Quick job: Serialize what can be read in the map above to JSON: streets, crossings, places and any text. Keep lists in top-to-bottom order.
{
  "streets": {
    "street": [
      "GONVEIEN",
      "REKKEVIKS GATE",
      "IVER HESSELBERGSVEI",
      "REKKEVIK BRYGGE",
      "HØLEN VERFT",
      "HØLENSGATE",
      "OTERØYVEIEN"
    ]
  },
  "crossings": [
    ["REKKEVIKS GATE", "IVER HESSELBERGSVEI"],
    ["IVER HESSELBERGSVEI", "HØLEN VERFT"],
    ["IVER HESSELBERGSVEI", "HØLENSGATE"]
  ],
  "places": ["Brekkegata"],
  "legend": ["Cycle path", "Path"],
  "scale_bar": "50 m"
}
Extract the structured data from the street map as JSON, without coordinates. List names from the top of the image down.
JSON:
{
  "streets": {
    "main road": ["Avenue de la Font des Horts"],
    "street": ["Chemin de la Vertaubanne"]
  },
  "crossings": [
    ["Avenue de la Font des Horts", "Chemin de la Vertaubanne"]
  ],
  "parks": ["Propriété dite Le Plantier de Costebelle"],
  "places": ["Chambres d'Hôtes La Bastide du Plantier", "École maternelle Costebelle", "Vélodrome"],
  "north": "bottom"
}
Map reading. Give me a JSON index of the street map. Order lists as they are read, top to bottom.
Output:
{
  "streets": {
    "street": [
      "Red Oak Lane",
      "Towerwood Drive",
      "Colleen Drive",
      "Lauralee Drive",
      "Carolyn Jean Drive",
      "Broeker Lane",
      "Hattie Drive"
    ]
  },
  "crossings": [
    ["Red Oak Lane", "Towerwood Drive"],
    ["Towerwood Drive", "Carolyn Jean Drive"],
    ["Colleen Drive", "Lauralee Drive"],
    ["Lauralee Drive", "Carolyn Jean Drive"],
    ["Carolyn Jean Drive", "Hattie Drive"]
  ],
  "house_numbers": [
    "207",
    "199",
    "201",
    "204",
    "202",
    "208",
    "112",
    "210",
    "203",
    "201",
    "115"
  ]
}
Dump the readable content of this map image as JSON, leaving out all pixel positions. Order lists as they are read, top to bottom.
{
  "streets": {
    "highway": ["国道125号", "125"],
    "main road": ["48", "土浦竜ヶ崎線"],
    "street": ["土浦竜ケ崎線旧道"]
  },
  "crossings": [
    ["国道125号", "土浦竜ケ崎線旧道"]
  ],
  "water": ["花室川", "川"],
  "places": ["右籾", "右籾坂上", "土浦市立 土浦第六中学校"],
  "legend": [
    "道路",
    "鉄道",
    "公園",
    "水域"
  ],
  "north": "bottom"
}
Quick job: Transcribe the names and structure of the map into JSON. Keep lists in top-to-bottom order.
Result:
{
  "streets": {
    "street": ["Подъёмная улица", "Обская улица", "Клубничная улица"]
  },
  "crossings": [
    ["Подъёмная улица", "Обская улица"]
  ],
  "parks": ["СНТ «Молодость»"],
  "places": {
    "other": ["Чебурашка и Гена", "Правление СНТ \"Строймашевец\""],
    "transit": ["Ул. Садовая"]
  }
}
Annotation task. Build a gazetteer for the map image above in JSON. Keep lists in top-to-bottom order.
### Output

▶ [EXERCISE BRIEF]: Quote exactly and only the lines from the one holding "Annotation task. Build" through the end of the data.

▶ [WRITTEN ANSWER]:
Annotation task. Build a gazetteer for the map image above in JSON. Keep lists in top-to-bottom order.
### Output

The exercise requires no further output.